Pour ceux qui ont encore un emploi, les conditions se dégradent chaque jour avec les réductions d’effectifs, l’augmentation de la charge de travail et de la pénibilité, sans parler de la baisse généralisée des revenus des travailleurs. C’est un chantage permanent afin de nous livrer corps et âmes aux intérêts du capital. Car si les travailleurs sont de plus en plus pauvres, la bourgeoisie est de plus en plus riche ! En quelques mois, en Bretagne, se sont 8 000 personnes employées dans l’agro-alimentaire qui furent licenciées au nom des profits des grands groupes comme Doux, Gad, Tilly ou Marine Harvest. Tous, pourtant, affichent déjà de larges bénéfices ! Mais qui viendra se dresser contre eux ? Ce sont eux qui font la loi et qui nous dépossèdent de nos vies. S’ils disposent librement de nos existences d’esclaves c’est que nous sommes incapables de nous révolter et d’imposer nos choix. Nous sommes bridés par des directions syndicales traitresses et des organisations politiques incapables de développer une ligne de classe propre et révolutionnaire. Le mouvement des Bonnet Rouges du mois de Novembre en est le triste résultat.

Les manifestations de Quimper du 2 et du 30 Novembre illustrent comment la bourgeoisie organisée manipule la population. Aujourd’hui ce sont les licencieurs, les patrons d’entreprises du transport, de l’agroalimentaire et de la distribution qui voudraient se poser en défenseurs de l’emploi ! Le Medef breton et la FNSEA aux bottes des groupes de l’agro-alimentaire sont les organisateurs de ces manifestations sous le mot d’ordre « Vivre, décider et travailler en Bretagne ». Autrement dit ce sont les mêmes qui, hier, ont conduit des milliers d’agriculteurs à l’exode hors de leur région natale. Ce sont eux qui ont imposé ce type d’industrialisation productiviste de l’élevage qui ravage la santé des travailleurs et les écosystèmes ! Enfin, se sont eux qui ont pillé les ressources du littoral breton. Tous ceux-là voudraient nous faire avaler leur discours mensonger et toujours plus libéral.

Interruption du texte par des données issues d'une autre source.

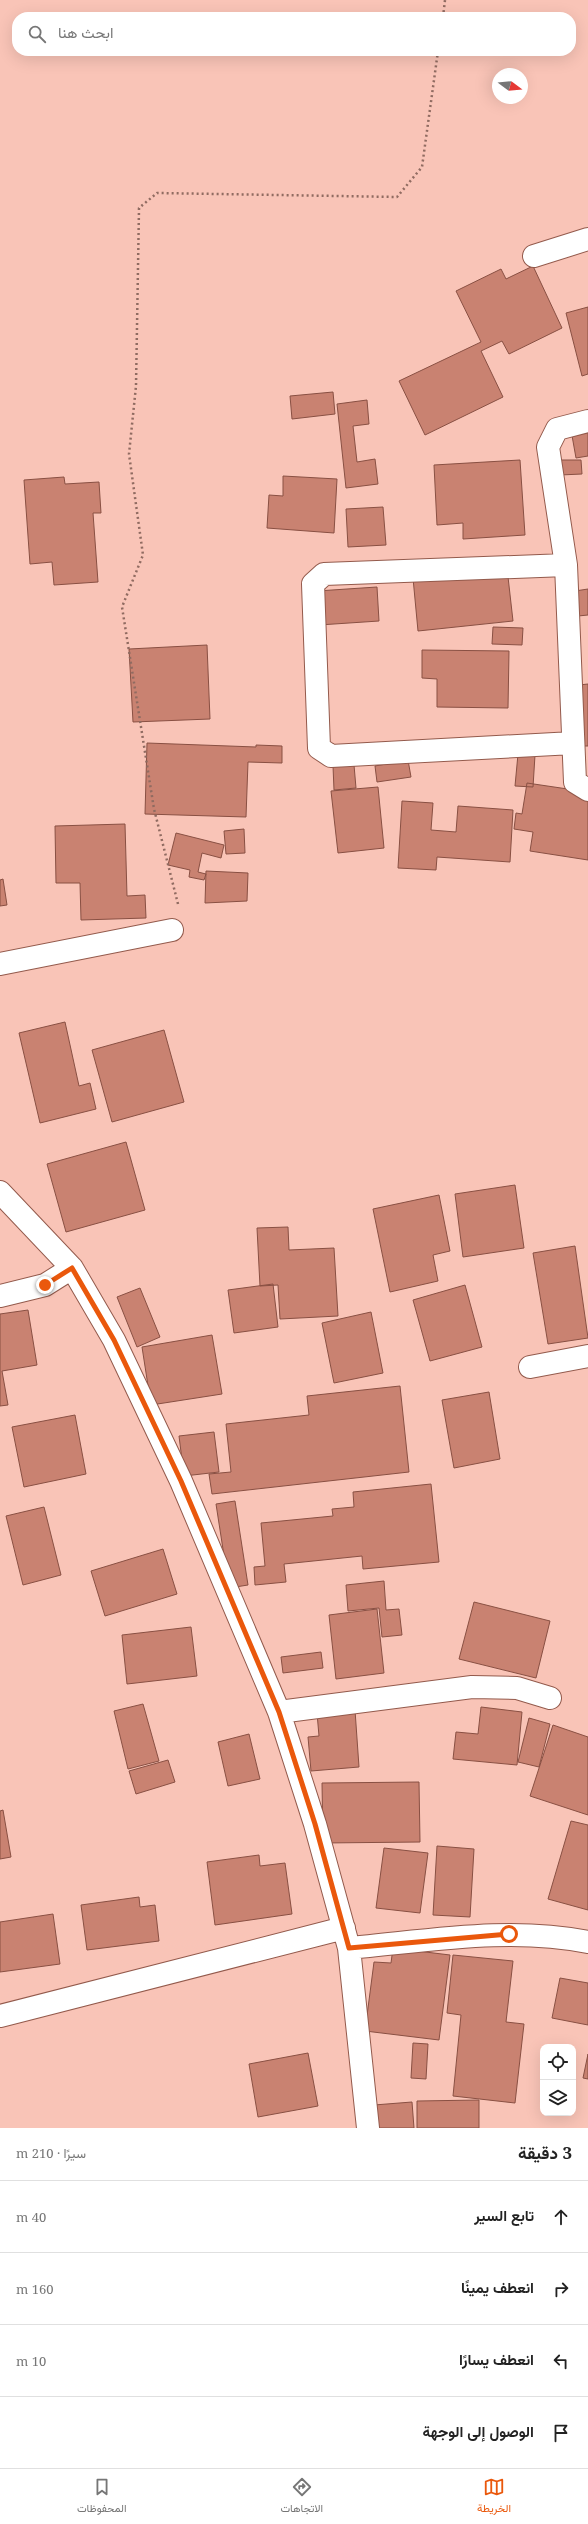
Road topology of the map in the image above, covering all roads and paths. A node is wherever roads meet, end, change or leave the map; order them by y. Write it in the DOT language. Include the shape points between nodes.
graph roads {
  1 [pos="445,0"];
  2 [pos="443,12"];
  3 [pos="437,56"];
  4 [pos="588,239"];
  5 [pos="534,256"];
  6 [pos="588,421"];
  7 [pos="566,565"];
  8 [pos="573,743"];
  9 [pos="588,790"];
  10 [pos="172,930"];
  11 [pos="0,964"];
  12 [pos="0,1192"];
  13 [pos="72,1268"];
  14 [pos="0,1296"];
  15 [pos="588,1356"];
  16 [pos="530,1367"];
  17 [pos="550,1698"];
  18 [pos="279,1712"];
  19 [pos="346,1938"];
  20 [pos="588,1942"];
  21 [pos="0,2016"];
  22 [pos="368,2128"];
  1 -- 2 [label="path"];
  3 -- 10 [label="path" via="422,167 397,198 157,192 139,208 136,386 129,454 143,555 122,607 154,809 179,901"];
  4 -- 5 [label="street"];
  6 -- 7 [label="street" via="557,429 548,447"];
  7 -- 8 [label="street"];
  7 -- 8 [label="street" via="324,574 313,584 319,748 331,756"];
  8 -- 9 [label="street" via="575,782"];
  10 -- 11 [label="street"];
  12 -- 13 [label="street"];
  13 -- 14 [label="street" via="45,1285"];
  13 -- 18 [label="street" via="114,1340 181,1481"];
  15 -- 16 [label="street"];
  17 -- 18 [label="street" via="517,1688 472,1687"];
  18 -- 19 [label="street" via="315,1824"];
  19 -- 20 [label="street" via="509,1934 562,1936"];
  19 -- 21 [label="street"];
  19 -- 22 [label="street"];
}
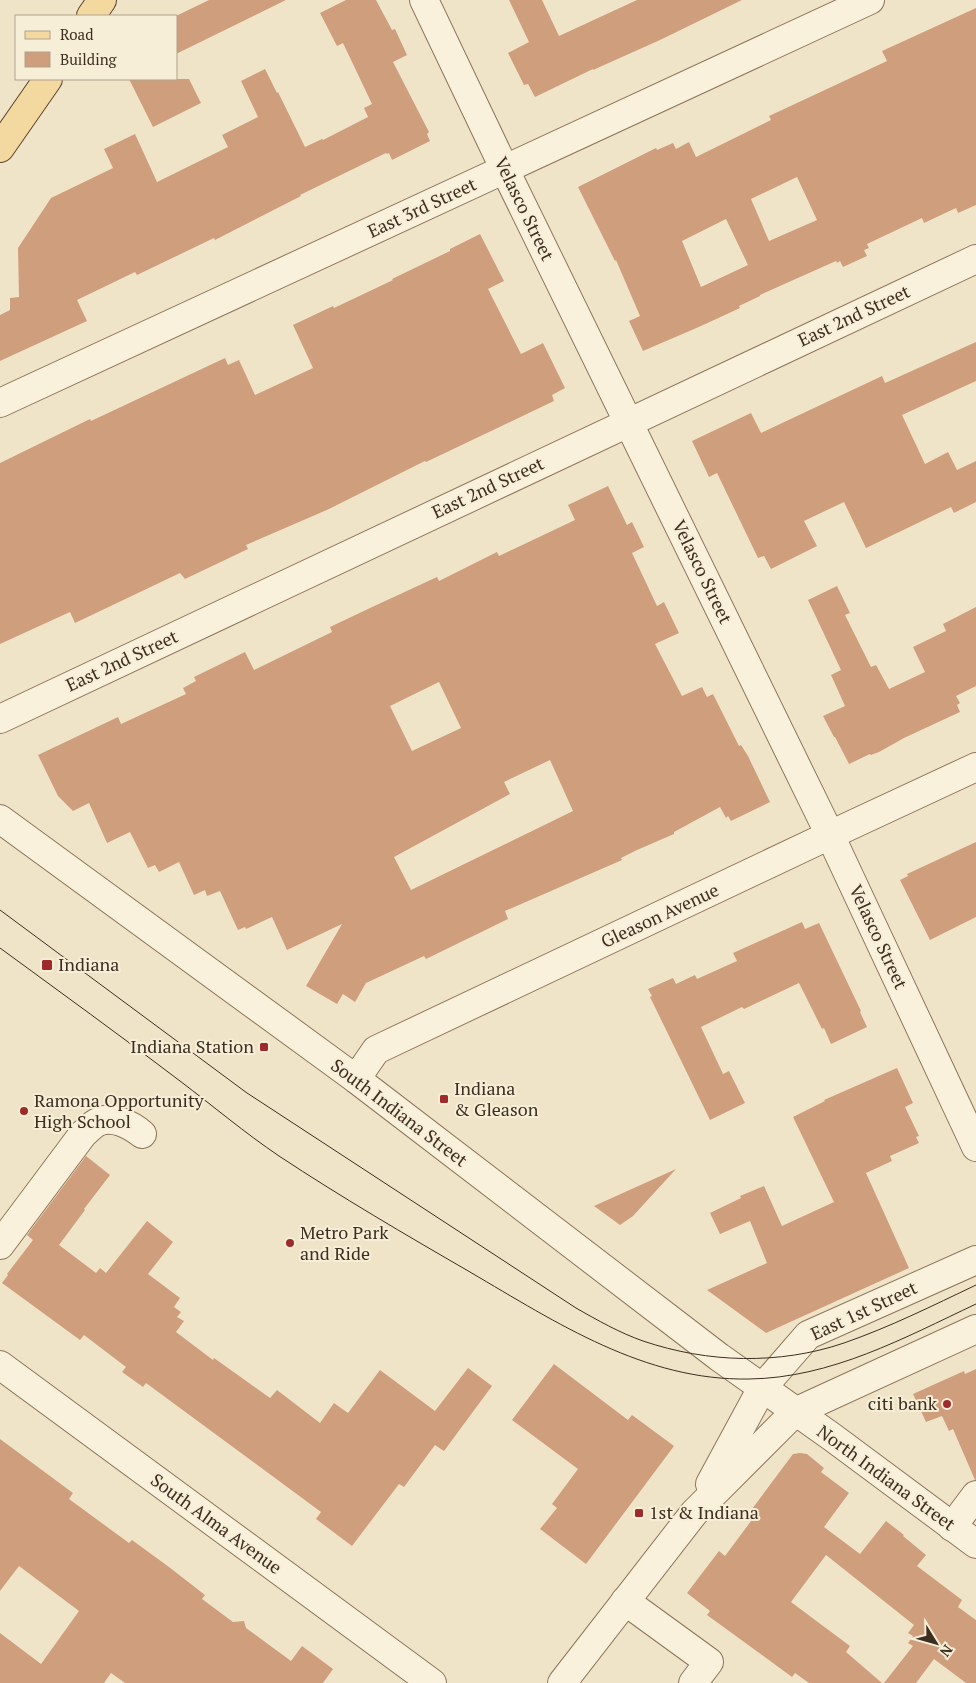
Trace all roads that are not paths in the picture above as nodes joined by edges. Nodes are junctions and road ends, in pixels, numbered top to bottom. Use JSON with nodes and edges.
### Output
{"nodes":[{"id":1,"x":102,"y":0,"type":"edge"},
{"id":2,"x":424,"y":0,"type":"edge"},
{"id":3,"x":870,"y":0,"type":"edge"},
{"id":4,"x":92,"y":15,"type":"edge"},
{"id":5,"x":47,"y":80,"type":"edge"},
{"id":6,"x":0,"y":148,"type":"edge"},
{"id":7,"x":505,"y":170,"type":"junction"},
{"id":8,"x":976,"y":259,"type":"edge"},
{"id":9,"x":0,"y":403,"type":"edge"},
{"id":10,"x":629,"y":422,"type":"junction"},
{"id":11,"x":0,"y":719,"type":"edge"},
{"id":12,"x":976,"y":767,"type":"edge"},
{"id":13,"x":0,"y":819,"type":"edge"},
{"id":14,"x":830,"y":835,"type":"junction"},
{"id":15,"x":356,"y":1079,"type":"junction"},
{"id":16,"x":142,"y":1134,"type":"dead end"},
{"id":17,"x":976,"y":1147,"type":"edge"},
{"id":18,"x":0,"y":1245,"type":"edge"},
{"id":19,"x":976,"y":1260,"type":"edge"},
{"id":20,"x":976,"y":1329,"type":"edge"},
{"id":21,"x":0,"y":1365,"type":"edge"},
{"id":22,"x":762,"y":1388,"type":"junction"},
{"id":23,"x":795,"y":1412,"type":"junction"},
{"id":24,"x":976,"y":1495,"type":"edge"},
{"id":25,"x":694,"y":1513,"type":"junction"},
{"id":26,"x":952,"y":1527,"type":"junction"},
{"id":27,"x":976,"y":1544,"type":"edge"},
{"id":28,"x":625,"y":1601,"type":"junction"},
{"id":29,"x":432,"y":1683,"type":"edge"},
{"id":30,"x":562,"y":1683,"type":"edge"},
{"id":31,"x":692,"y":1683,"type":"edge"}],
"edges":[{"from":1,"to":4,"type":"main road"},
{"from":2,"to":7,"type":"street","name":"Velasco Street"},
{"from":3,"to":7,"type":"street","name":"East 3rd Street"},
{"from":5,"to":6,"type":"main road"},
{"from":7,"to":9,"type":"street","name":"East 3rd Street"},
{"from":7,"to":10,"type":"street","name":"Velasco Street"},
{"from":8,"to":10,"type":"street","name":"East 2nd Street"},
{"from":10,"to":11,"type":"street","name":"East 2nd Street"},
{"from":10,"to":14,"type":"street","name":"Velasco Street"},
{"from":12,"to":14,"type":"street","name":"Gleason Avenue"},
{"from":13,"to":15,"type":"street","name":"South Indiana Street"},
{"from":14,"to":15,"type":"street","name":"Gleason Avenue"},
{"from":14,"to":17,"type":"street","name":"Velasco Street"},
{"from":15,"to":22,"type":"street","name":"South Indiana Street"},
{"from":16,"to":18,"type":"street"},
{"from":19,"to":22,"type":"street","name":"East 1st Street"},
{"from":20,"to":23,"type":"street","name":"East 1st Street"},
{"from":21,"to":29,"type":"street","name":"South Alma Avenue"},
{"from":22,"to":23,"type":"street","name":"South Indiana Street"},
{"from":22,"to":25,"type":"street","name":"East 1st Street"},
{"from":23,"to":25,"type":"street","name":"East 1st Street"},
{"from":23,"to":26,"type":"street","name":"North Indiana Street"},
{"from":24,"to":26,"type":"street"},
{"from":25,"to":28,"type":"street","name":"East 1st Street"},
{"from":26,"to":27,"type":"street","name":"North Indiana Street"},
{"from":28,"to":30,"type":"street","name":"East 1st Street"},
{"from":28,"to":31,"type":"street"}]}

Lors de ces démonstrations beaucoup d’interventions contre les taxes et les « charges » en général ainsi que sur la fierté d’être breton. Quel beau programme ! Pour tous les laquais de la bourgeoisie, la seule préoccupation est la baisse du coût du travail. Ça commence avec les taxes et demain ça continue avec les salaires. Zéro impôt, des subventions à gogo pour le moindre investissement ou l’entretien des infrastructures et le SMIC roumain pour les employés, voilà leur objectif !

Bien entendu les poujadistes du 21ème siècle applaudissent des deux mains. Tous les petits agriculteurs, artisans, pêcheurs et petits transporteurs sont bien les idiots utiles de la politique. Ils avaient moins de scrupules à l’époque où ils rachetaient l’exploitation de leurs voisins. Ils ne se souciaient guère de la Bretagne quand ils se sont soumis au diktat des grandes firmes de l’agro-alimentaire, Monsanto en tête.

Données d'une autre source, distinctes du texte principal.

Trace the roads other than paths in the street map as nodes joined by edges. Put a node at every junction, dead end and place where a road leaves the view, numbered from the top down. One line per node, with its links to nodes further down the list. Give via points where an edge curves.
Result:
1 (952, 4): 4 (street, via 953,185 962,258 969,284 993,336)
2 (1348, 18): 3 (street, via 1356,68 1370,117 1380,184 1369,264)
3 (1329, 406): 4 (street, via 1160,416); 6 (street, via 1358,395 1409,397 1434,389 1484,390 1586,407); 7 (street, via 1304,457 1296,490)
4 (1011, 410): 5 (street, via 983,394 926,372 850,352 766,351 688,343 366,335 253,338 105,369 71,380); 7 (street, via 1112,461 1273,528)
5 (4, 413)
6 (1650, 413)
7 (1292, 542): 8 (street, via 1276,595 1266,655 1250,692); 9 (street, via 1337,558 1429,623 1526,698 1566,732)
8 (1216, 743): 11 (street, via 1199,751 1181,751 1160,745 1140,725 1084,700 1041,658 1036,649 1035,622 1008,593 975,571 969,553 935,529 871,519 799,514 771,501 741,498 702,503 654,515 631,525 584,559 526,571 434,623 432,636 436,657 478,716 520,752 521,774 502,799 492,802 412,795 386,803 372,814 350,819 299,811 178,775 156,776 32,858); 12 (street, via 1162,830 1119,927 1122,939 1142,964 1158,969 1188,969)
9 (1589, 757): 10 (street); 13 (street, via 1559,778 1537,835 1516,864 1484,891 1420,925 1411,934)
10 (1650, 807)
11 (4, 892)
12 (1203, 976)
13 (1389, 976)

Ils crachaient sur les travailleurs bretons quand, à la promesse d’un peu de pognon, ils organisaient la sous-traitance pour la grande distribution. Ils sont nombreux ces travailleurs, à la mentalité petite-bourgeoise, à croire qu’ils vont faire du fric avec un petit bizness. Mais voici qu’ils déchantent quand ils se rendent compte qu’ils sont asservis par les banques et les grands monopoles de la distribution. Les monopoles capitalistes leur expliquent comment s’endetter pour se moderniser afin de produire plus et moins cher puis leur imposent un prix d’achat pour ce qu’ils produisent. Tous ces petits producteurs n’ont plus le choix ils doivent absorber leur concurrent ou se faire absorber, quand ils ne sont pas contraints à mettre la clef sous la porte. Tel est le schéma invariable du capitalisme qui ridiculise chaque jour la naïveté libérale.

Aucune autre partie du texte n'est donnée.